Au cœur des affrontements entre Israël et le Hezbollah dans le sud du Liban, une poignée d’irréductibles habitants refusent d’abandonner leurs villages malgré les bombardements incessants. Leur histoire est celle d’un attachement viscéral à leur terre, plus fort que la peur et les dangers de la guerre.
Le berger de Houla, symbole de la résistance
Khairallah Yaacoub, un berger de 55 ans, fait partie des derniers habitants de Houla, un village frontalier dévasté par les frappes israéliennes. Refusant de partir malgré une année d’échanges de tirs, il s’est retrouvé piégé lorsque la guerre a éclaté en septembre.
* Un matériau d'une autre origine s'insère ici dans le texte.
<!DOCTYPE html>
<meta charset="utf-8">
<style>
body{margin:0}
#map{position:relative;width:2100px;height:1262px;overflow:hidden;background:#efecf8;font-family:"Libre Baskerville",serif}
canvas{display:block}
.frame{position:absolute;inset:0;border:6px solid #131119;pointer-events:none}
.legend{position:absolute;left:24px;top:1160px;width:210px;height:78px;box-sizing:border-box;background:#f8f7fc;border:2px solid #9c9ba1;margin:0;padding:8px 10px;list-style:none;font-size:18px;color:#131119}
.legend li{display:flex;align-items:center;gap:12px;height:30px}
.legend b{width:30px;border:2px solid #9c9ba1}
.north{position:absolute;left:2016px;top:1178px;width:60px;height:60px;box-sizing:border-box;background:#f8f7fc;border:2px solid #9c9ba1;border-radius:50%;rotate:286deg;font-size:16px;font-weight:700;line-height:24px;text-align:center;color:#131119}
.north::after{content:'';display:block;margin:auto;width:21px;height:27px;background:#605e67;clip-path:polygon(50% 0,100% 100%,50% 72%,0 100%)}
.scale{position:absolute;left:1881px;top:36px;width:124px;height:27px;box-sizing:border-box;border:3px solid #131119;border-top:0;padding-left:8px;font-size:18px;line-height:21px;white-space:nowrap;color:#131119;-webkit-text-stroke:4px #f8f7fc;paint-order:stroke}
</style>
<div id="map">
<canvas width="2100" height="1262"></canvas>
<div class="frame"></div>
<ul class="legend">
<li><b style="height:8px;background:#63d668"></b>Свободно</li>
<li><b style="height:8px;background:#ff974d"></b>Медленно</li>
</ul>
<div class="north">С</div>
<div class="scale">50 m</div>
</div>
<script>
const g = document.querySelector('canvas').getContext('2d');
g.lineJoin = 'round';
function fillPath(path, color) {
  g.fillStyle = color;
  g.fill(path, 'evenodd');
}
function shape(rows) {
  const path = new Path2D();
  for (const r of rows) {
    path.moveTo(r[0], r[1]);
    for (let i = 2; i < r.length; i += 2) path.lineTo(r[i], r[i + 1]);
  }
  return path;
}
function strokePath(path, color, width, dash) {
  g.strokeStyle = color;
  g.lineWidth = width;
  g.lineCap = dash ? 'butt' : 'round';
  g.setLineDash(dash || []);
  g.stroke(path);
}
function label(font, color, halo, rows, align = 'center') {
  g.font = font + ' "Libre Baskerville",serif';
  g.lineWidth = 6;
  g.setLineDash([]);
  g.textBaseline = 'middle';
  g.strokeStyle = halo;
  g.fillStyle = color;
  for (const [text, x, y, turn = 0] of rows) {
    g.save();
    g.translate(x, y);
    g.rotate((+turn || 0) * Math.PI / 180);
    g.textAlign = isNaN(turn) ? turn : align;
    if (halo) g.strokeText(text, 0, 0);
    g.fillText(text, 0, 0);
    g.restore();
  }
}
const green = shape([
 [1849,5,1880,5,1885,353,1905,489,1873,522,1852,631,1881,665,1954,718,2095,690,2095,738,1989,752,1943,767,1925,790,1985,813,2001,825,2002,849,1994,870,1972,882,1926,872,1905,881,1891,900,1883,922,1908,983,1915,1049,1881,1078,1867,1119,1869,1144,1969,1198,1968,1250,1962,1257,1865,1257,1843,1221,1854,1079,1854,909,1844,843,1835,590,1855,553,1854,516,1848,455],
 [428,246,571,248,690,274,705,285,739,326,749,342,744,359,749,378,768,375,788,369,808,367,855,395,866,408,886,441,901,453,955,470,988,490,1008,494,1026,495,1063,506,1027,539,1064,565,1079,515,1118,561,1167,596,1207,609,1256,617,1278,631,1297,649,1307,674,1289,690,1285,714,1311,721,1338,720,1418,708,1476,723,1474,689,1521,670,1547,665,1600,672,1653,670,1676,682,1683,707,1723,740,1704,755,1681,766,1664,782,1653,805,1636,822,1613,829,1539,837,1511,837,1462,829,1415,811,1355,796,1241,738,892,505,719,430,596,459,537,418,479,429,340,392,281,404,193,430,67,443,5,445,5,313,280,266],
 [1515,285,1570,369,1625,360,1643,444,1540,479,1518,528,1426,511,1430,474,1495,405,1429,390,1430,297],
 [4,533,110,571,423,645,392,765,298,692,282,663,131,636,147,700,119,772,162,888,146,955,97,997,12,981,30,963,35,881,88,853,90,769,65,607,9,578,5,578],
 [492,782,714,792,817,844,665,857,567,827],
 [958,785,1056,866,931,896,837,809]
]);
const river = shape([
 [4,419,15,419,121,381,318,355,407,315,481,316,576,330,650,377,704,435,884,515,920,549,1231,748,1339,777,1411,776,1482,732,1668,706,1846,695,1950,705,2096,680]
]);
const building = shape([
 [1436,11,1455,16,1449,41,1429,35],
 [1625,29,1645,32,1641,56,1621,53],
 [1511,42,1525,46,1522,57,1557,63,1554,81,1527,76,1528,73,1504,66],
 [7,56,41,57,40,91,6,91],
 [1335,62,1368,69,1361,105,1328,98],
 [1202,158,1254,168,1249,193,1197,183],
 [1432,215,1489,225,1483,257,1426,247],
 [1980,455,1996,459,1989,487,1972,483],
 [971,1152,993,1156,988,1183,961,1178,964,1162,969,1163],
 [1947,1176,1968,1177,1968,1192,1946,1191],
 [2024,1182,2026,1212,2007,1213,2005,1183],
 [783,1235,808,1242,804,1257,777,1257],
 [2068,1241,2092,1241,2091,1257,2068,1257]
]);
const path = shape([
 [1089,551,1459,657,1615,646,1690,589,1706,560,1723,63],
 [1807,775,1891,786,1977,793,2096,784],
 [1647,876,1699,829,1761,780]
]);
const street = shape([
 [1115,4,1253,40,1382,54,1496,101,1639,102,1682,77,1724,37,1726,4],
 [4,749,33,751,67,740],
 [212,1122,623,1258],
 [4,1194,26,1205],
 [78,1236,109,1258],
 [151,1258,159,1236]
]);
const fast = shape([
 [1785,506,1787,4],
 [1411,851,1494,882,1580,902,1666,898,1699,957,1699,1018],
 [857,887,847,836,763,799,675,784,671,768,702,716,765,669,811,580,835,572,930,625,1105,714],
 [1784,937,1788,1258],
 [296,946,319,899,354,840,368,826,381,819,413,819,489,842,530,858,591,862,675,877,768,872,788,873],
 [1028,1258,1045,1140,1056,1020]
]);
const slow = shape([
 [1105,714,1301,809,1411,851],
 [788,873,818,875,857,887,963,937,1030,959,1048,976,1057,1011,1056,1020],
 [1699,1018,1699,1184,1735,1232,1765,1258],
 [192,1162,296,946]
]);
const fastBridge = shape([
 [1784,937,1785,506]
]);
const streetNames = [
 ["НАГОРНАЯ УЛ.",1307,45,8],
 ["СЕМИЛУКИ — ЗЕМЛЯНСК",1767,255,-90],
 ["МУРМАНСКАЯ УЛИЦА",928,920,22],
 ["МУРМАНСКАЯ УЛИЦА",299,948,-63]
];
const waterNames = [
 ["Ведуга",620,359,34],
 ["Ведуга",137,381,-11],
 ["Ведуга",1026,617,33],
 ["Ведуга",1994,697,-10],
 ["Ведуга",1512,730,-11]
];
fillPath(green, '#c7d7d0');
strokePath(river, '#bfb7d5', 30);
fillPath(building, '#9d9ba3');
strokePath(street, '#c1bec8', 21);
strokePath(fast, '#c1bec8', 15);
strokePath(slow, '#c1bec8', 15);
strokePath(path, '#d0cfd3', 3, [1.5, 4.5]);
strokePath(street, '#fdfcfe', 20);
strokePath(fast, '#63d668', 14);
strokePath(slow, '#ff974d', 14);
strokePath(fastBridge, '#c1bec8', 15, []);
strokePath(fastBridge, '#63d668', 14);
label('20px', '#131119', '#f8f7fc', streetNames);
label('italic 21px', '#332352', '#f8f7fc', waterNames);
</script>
Blessé par un éclat d’obus qu’il a dû retirer lui-même au couteau, Khairallah a perdu la moitié de son troupeau de 16 vaches, son unique gagne-pain. Contraint de fuir, il a été secouru le 19 octobre par les Casques bleus de l’ONU avec deux autres villageois.
Je voulais rester avec les vaches, mon gagne-pain. Il m’était même difficile de quitter ma maison, car des avions de guerre tournaient constamment au-dessus de nos têtes et bombardaient autour de nous.
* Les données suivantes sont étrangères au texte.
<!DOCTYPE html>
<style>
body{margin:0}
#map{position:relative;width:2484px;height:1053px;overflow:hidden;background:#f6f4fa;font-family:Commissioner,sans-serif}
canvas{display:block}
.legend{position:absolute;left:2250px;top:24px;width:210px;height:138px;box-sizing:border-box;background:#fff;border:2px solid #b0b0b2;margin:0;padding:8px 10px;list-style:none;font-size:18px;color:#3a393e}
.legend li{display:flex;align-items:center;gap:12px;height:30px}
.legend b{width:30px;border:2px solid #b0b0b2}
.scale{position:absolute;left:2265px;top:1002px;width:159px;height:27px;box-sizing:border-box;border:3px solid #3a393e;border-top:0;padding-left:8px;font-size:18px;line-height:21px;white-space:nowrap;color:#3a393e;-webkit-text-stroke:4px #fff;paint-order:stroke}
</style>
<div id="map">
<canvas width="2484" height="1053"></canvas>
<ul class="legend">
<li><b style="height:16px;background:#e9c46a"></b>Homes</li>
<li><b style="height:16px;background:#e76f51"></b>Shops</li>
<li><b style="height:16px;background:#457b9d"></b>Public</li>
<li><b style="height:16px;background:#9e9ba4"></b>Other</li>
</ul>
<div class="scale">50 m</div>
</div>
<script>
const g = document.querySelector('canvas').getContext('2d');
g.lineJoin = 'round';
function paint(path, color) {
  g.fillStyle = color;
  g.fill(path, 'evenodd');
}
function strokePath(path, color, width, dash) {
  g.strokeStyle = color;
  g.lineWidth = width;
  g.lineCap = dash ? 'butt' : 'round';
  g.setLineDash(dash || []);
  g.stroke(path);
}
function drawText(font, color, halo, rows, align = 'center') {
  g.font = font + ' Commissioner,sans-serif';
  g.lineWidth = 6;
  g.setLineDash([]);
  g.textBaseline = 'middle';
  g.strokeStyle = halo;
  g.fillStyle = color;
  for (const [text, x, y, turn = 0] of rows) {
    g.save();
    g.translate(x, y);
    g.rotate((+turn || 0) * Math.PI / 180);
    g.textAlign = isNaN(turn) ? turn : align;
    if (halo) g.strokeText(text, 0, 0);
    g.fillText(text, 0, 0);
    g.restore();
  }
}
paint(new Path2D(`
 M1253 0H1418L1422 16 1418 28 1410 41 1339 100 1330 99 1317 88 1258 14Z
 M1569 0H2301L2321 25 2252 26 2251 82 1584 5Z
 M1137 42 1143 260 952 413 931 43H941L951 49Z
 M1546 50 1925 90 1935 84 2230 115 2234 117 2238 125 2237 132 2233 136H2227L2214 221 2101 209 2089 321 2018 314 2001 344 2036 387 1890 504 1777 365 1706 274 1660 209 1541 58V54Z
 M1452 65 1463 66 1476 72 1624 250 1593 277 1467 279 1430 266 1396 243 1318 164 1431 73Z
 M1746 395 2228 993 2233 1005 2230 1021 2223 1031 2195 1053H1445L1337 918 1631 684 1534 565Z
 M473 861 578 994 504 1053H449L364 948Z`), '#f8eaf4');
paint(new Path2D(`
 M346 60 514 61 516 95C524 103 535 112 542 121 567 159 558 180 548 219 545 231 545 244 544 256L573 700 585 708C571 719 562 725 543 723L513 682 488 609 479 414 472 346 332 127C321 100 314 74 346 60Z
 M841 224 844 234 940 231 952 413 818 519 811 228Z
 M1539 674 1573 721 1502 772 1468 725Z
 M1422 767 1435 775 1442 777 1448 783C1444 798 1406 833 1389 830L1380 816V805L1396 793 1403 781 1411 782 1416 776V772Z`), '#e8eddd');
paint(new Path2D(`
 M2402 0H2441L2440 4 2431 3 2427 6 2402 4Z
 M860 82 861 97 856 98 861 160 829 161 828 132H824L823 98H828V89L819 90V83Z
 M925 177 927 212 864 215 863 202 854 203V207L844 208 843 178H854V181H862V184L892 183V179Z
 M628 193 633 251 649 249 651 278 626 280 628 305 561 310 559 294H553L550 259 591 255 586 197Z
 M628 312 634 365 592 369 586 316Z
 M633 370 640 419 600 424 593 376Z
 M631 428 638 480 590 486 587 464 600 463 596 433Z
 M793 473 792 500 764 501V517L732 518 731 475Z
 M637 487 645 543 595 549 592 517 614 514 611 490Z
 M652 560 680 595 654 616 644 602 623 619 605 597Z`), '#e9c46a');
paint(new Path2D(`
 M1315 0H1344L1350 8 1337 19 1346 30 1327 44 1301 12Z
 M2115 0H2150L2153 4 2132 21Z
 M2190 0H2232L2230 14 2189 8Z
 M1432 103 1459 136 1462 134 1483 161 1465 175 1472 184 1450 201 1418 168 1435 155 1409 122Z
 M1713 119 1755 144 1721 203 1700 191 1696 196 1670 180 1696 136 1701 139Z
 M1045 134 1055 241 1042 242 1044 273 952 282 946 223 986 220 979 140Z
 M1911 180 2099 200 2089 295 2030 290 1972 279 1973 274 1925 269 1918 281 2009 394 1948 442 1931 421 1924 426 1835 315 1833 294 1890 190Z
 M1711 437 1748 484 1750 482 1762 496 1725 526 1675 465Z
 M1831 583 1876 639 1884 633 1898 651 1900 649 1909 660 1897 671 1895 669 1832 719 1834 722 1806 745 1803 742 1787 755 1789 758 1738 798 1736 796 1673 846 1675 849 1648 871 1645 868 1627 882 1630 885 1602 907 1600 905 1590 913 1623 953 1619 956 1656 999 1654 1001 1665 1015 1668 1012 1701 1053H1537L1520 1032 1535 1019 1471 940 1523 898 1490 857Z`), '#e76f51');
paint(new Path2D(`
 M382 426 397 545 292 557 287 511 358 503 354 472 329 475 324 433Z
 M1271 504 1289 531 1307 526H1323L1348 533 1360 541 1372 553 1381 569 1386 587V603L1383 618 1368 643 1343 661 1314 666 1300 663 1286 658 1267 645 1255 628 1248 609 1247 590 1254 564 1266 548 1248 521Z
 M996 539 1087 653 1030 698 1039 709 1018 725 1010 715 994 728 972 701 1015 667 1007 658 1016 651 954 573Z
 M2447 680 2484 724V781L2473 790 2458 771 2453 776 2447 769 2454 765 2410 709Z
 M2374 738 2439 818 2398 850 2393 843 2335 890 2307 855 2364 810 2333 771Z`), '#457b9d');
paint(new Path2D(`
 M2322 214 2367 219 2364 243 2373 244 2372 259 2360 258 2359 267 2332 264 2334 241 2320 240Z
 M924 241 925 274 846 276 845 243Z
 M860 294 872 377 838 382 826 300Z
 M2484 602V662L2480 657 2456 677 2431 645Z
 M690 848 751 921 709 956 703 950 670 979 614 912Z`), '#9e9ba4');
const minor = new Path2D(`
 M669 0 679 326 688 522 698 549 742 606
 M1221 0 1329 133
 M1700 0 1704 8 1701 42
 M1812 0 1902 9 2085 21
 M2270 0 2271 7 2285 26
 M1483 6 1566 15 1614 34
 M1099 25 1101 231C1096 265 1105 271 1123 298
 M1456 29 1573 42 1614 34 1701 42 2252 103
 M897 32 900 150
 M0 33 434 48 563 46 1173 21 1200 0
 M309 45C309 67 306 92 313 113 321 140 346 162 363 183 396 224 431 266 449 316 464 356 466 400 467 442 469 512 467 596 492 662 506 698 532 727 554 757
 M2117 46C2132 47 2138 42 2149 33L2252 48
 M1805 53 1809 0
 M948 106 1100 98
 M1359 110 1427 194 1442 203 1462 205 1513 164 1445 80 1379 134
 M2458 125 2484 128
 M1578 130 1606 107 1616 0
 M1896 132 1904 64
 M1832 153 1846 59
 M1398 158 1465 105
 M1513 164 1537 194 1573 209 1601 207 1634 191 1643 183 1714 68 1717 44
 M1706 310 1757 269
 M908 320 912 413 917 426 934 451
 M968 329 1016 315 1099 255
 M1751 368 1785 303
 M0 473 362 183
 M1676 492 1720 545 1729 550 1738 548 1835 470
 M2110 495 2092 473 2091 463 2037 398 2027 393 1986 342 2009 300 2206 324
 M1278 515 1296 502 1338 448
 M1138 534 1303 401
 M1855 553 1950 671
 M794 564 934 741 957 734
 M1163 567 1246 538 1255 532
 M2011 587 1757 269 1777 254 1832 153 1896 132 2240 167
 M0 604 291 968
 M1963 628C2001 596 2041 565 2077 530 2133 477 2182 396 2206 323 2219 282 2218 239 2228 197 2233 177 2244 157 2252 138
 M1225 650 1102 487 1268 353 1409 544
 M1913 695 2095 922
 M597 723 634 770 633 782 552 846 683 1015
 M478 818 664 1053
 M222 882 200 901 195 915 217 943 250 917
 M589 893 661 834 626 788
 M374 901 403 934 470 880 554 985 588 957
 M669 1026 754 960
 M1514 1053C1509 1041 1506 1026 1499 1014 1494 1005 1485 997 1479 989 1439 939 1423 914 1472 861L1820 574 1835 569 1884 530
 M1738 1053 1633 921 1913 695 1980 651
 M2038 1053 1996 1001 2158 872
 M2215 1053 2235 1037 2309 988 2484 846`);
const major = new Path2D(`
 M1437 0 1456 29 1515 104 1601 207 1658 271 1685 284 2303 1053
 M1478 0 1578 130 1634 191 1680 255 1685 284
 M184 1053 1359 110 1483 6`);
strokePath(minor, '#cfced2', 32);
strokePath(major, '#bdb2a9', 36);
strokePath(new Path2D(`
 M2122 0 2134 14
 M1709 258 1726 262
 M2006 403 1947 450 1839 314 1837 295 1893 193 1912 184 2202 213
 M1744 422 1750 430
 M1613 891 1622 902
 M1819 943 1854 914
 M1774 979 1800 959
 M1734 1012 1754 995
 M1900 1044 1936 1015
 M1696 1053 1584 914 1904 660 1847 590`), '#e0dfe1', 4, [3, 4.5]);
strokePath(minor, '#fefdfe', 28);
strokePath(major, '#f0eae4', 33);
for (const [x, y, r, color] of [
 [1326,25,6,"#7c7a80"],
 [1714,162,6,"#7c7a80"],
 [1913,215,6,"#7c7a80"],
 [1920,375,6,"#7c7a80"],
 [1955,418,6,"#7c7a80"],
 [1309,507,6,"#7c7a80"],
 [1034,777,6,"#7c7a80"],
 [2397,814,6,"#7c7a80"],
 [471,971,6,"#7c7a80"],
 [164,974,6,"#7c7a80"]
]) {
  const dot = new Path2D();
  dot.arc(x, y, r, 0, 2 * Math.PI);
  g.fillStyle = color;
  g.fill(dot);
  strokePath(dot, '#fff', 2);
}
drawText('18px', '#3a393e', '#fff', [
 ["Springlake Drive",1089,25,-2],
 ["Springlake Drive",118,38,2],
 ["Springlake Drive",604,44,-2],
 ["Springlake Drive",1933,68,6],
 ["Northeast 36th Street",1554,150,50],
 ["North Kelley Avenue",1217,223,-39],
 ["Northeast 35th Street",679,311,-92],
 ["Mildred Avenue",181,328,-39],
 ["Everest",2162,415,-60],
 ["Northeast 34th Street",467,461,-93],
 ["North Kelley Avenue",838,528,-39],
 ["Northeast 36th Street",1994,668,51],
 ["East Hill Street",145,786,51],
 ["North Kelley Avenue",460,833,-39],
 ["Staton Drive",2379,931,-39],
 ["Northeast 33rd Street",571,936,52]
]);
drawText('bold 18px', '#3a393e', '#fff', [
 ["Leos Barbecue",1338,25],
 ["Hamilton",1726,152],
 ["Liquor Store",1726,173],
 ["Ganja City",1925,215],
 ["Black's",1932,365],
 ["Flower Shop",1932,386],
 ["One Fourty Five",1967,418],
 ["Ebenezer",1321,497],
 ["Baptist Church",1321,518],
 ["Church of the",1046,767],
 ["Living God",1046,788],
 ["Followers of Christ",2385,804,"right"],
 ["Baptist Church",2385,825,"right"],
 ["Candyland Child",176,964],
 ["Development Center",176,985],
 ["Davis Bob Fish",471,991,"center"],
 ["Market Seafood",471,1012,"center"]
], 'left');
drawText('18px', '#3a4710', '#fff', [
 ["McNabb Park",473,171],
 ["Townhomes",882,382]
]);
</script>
Khairallah Yaacoub, berger de Houla
Aujourd’hui déplacé au nord de Beyrouth, Khairallah rêve de rentrer chez lui dès qu’un cessez-le-feu sera déclaré. Son histoire illustre le drame des civils pris au piège d’un conflit qui les dépasse.
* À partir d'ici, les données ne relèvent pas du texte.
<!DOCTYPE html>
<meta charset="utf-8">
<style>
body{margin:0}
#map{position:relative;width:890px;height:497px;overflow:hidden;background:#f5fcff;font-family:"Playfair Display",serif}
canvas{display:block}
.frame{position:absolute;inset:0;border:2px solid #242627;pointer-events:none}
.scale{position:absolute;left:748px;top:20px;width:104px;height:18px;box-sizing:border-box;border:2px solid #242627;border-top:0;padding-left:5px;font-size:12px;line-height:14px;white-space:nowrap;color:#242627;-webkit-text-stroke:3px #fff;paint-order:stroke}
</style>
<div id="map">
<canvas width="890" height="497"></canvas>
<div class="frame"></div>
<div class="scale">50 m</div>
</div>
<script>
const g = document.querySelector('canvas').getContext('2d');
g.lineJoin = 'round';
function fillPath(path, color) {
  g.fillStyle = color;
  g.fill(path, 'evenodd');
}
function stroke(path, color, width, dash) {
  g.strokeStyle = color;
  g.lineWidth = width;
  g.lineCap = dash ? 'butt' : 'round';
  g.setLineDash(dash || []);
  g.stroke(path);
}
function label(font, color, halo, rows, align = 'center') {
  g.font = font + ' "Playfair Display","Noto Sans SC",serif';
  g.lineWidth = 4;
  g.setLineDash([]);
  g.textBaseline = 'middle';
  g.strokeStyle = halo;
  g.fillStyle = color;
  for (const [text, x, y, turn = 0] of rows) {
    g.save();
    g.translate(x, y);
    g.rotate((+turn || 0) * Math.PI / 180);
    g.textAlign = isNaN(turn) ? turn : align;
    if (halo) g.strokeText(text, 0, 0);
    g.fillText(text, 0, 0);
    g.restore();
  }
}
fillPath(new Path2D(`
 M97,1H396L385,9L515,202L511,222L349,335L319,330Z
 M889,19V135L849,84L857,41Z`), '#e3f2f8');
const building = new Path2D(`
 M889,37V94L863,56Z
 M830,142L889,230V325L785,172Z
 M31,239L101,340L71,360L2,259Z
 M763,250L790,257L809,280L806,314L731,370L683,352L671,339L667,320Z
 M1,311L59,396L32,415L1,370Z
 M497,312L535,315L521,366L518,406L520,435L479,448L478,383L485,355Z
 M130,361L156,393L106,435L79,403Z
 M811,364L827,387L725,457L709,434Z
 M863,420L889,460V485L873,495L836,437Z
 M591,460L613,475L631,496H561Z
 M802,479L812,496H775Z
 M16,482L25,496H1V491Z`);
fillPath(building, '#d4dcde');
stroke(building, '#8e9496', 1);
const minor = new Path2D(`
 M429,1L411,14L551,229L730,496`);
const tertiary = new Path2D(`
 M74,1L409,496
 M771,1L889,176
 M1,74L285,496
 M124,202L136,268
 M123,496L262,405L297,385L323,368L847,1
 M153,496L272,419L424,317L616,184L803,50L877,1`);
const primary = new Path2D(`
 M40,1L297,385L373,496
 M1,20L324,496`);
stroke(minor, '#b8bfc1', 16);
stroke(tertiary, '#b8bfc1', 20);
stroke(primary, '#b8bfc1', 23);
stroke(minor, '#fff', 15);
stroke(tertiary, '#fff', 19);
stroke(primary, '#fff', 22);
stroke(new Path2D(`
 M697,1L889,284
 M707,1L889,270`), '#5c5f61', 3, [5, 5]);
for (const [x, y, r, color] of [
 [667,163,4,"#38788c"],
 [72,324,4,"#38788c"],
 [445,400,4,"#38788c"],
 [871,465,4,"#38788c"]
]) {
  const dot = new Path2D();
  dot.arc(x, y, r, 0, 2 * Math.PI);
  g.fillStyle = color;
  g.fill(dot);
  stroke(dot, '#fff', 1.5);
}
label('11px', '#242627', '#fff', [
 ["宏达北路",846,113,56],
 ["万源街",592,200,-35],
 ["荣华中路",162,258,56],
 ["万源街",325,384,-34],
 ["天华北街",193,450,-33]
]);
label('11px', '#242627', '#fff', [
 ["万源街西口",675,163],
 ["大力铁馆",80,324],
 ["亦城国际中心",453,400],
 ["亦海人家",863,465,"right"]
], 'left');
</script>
Vivre sous les bombes, un choix impossible
Depuis le 23 septembre, date du début de la campagne aérienne israélienne visant les fiefs du Hezbollah, plus de 1,3 million de Libanais ont été déplacés selon l’ONU. Pourtant, quelques irréductibles refusent de partir, par peur de ne jamais pouvoir revenir après 22 ans d’occupation israélienne (1978-2000).
C’est le cas d’Abou Fadi, 80 ans, seul habitant de Tayr Debba malgré les bombardements. Cet ancien policier tient un kiosque à café sous un olivier et fume sa chicha, refusant de quitter sa maison et sa terre. Sur 5000 habitants, seule une poignée est restée.
Rien que dans notre quartier, environ 10 maisons ont été endommagées, la plupart complètement rasées. Je suis soulagé que mes enfants et petits-enfants soient à l’abri. Mais moi, je ne partirai jamais.
Abou Fadi, 80 ans, habitant de Tayr Debba
Pris entre deux feux
Ceux qui choisissent de rester s’exposent non seulement aux frappes israéliennes, mais aussi aux combats entre l’armée et le Hezbollah. C’est ce qu’a vécu Ihab Serhane, 60 ans, seul habitant de Kfarkila avec son chat et ses deux chiens jusqu’à son arrestation par les forces israéliennes.
Après 10 jours d’interrogatoire en Israël puis par l’armée libanaise, il a été relâché mais son village est devenu un champ de bataille. Sa voiture détruite, sans eau ni électricité, il s’est retrouvé piégé par son entêtement à vouloir rester.
J’étais têtu, je ne voulais pas quitter ma maison. Je ne sais pas si mes animaux ont survécu… Pas une seule maison n’est restée debout dans le village, y compris la maison familiale.
Ihab Serhane, 60 ans, habitant de Kfarkila
Un lourd tribut pour les civils
Selon un décompte de l’AFP basé sur les données officielles, la guerre a fait plus de 1780 morts côté libanais, en grande majorité des civils. Les zones à majorité chrétienne et druze près de la frontière sont restées relativement épargnées, Israël ciblant principalement les localités chiites sous influence du Hezbollah.
Mais même dans ces villages fantômes, quelques habitants s’accrochent malgré tout, par défi ou par amour de leur terre. Un choix courageux mais risqué, qui en dit long sur le traumatisme de ce nouveau conflit pour la population du Sud-Liban.